In some instances, the desire to use true ebony makes sense, but in many cases, the usage of ebony is needlessly perpetuated out of tradition or habit. If you’re considering ebony in a project, ask yourself these questions:

Is the section one solid piece of wood? More than likely you could dye/stain another wood black and achieve a similar appearance at a fraction of the cost. Black-dyed veneers can also be a good choice for some applications. Oak can be ebonized using a solution of steel wool and vinegar, and multiple applications of commercial ebony-colored stains are effective on a wide range of woods as well. When you use stains, you open up a lot more wood species options, and have more flexibility in terms of ease-of-workability, weight, and stability (ebony isn’t the most stable wood around). Examples: piano keys, solid wood furniture.

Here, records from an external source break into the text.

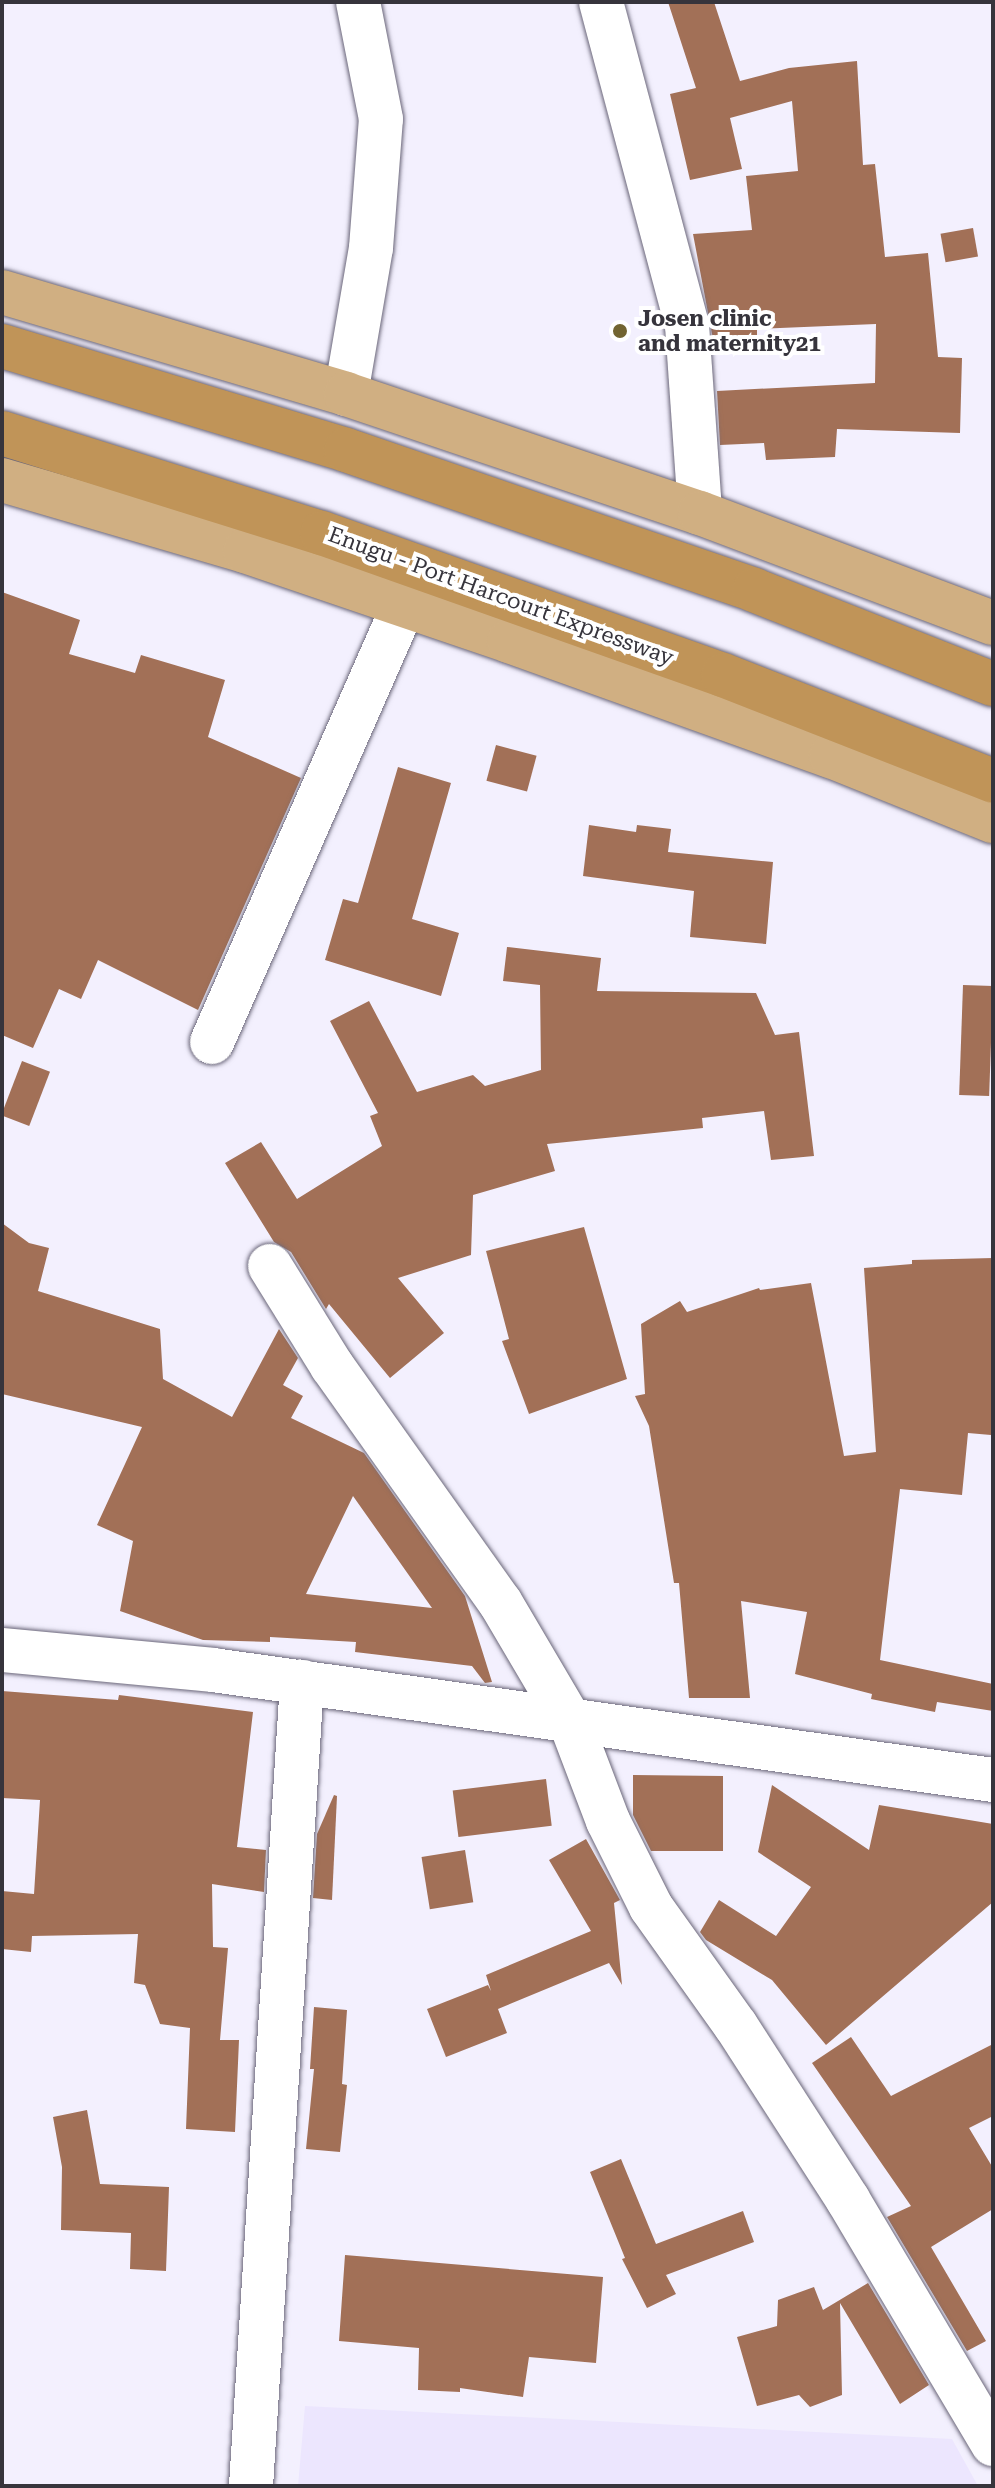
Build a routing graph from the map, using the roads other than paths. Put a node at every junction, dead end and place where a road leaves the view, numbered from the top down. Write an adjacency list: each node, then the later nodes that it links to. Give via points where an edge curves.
1 (358, 2): 5 (street, via 381,119 371,248)
2 (601, 2): 8 (street, via 687,325)
3 (2, 292): 5 (main road)
4 (2, 346): 11 (highway, via 376,460 754,590)
5 (346, 394): 8 (main road)
6 (2, 433): 12 (highway, Enugu - Port Harcourt Expressway, via 322,533 723,675)
7 (2, 480): 9 (main road, Enugu - Port Harcourt Expressway, via 245,551)
8 (700, 513): 10 (main road)
9 (404, 605): 13 (main road, Enugu - Port Harcourt Expressway, via 831,756); 14 (street)
10 (993, 623)
11 (993, 684)
12 (993, 781)
13 (993, 821)
14 (212, 1042)
15 (270, 1266): 18 (street, via 332,1366 500,1602)
16 (2, 1650): 17 (street)
17 (302, 1682): 18 (street); 22 (street)
18 (570, 1721): 19 (street); 20 (street, via 608,1821 651,1907)
19 (993, 1780)
20 (977, 2383): 21 (street)
21 (993, 2444)
22 (251, 2486)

Does it really have to be wood? The very best and highest grades of ebony are jet-black—free from any traces of color variations, perceptible grain patterns, or imperfections—ironically making it identical in appearance to black plastic. (And chances are, most laypeople and customers unfamiliar with ebony will have no appreciation for the real-deal anyway.) In small accent pieces and inlays, there’s a number of alternative materials, such as (drumroll, please…) plastic. Examples: guitar binding, inlay strips, knobs.

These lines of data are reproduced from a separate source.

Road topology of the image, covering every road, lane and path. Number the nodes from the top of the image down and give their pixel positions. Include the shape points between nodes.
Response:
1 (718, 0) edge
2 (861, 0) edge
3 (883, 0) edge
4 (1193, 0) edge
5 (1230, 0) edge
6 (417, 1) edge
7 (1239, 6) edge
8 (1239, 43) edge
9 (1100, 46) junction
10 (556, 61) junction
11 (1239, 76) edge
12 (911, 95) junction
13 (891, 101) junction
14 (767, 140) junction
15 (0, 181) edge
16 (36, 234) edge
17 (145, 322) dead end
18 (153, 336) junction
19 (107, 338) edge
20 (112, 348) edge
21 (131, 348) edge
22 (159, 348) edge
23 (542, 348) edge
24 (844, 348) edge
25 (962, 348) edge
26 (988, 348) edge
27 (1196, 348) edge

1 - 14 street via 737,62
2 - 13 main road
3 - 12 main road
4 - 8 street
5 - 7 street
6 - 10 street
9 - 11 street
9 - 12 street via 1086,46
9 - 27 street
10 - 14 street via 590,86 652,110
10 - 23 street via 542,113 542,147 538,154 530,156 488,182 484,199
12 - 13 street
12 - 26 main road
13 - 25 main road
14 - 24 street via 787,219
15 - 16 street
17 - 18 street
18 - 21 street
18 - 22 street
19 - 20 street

Does it really need to be jet-black? This should be the dagger. Unless you’re specifically doing a Holly-on-Ebony, black-and-white contrast piece, another dark-colored wood would probably do a better job than ebony at complementing the existing colors on a wood project. In most cases, no, the wood doesn’t have to be jet-black. Consider some of these alternative woods (listed below) to add texture, pattern, and/or color variation in your next project.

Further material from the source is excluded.